As stunted auteurist genius Emil Forester, Matthew Macfadyen sits in his Swiss Cottage flat suffering a serious case of writer’s block. A phone call out of the blue from a woman in a country he has never heard of whisks him away to Karastan’s first ever film festival which is showcasing his back catalogue. Bemoaning the state of western cinema as little more than “comic book heroes or depressed people in kitchens”, Emil revels in being a big fish in a small pond. Macfadyen does well in expressing a similar level of bemusement and mild irritation to a viewer, persistently kept in the dark and therefore groping for any sort of real engagement or understanding as to what is going on. Enlisted by the decidedly shady leader of the fledgling state – who kills people who disagree with him – Emil begins work on an historical epic to affirm some much needed national identity to a global audience: “Who had even heard of Scotland before Braveheart or Notting Hill before Notting Hill?”

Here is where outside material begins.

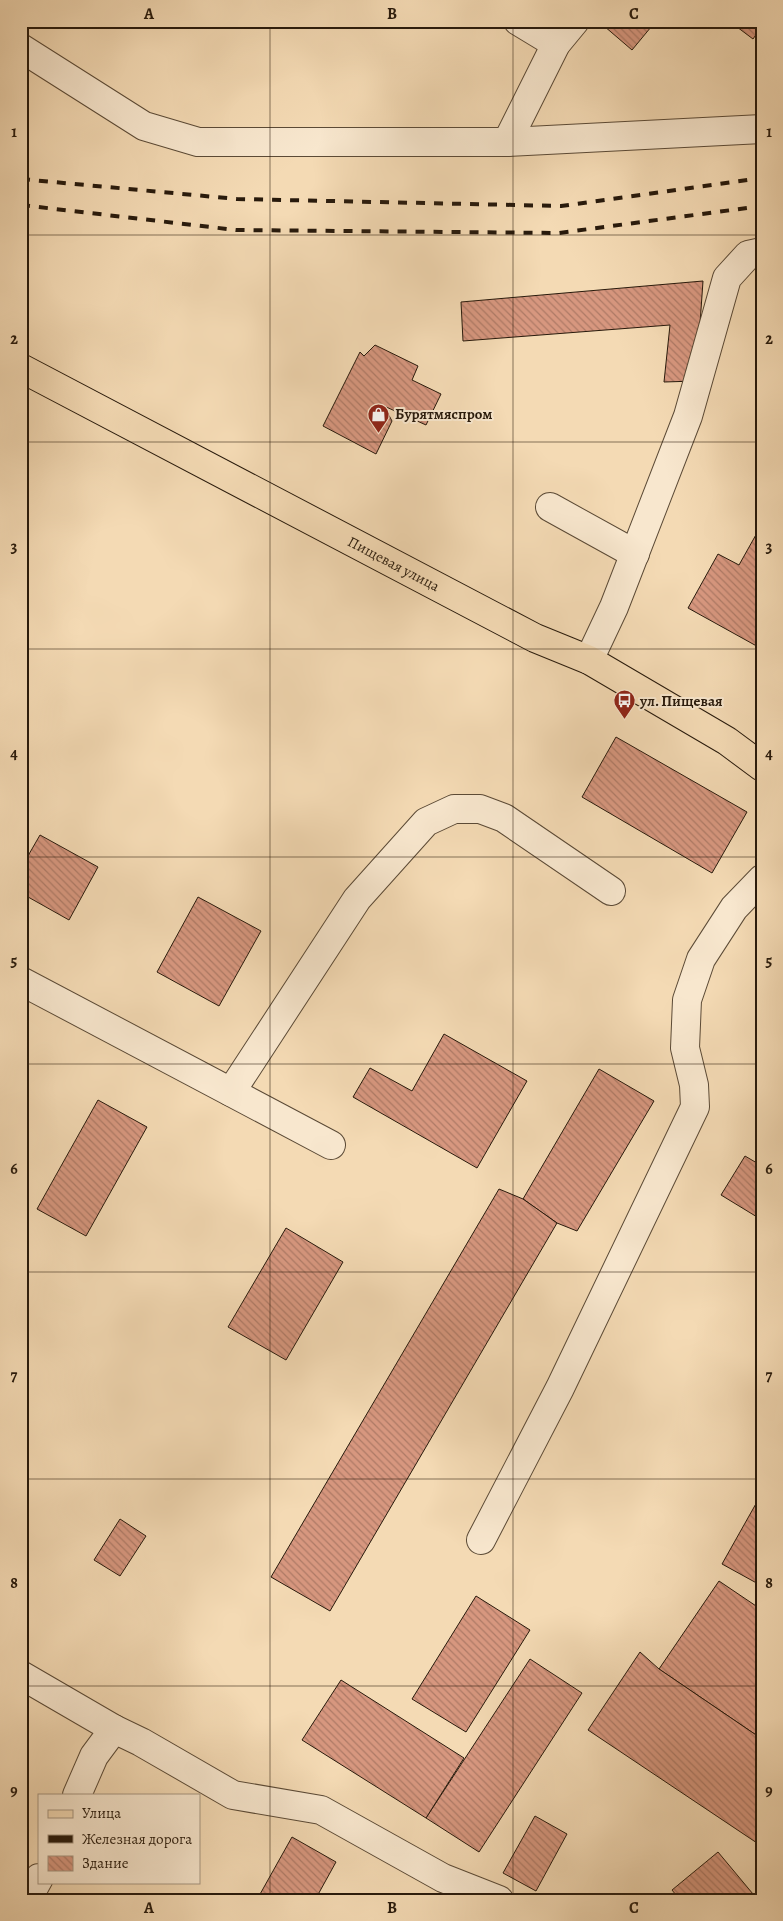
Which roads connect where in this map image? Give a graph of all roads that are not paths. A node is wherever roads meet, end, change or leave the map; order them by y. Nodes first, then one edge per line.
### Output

His is a caricaturish, woefully underwritten part which is sadly emblematic of the entire script. Worse still is Noah Taylor’s turn as obnoxious movie star Xan Butler which is one the actor will want to forget ever occurred. Emil is assisted by Karastan cultural attaché, Chulpan (Macfadyen’s Ripper Street co-star MyAnna Buring) whose beauty does not go unnoticed by the lovelorn Englishman. A former heartbreak and their nascent union are as thinly sketched as the rest of a narrative which hits stereotypes left, right and centre: the locals drink vodka, the airport officials are corrupt, the people rise up against the new regime and cows are the currency of choice. “Karastan lacks definition” says the unhinged president. Sadly, Lost in Karastan is much the same.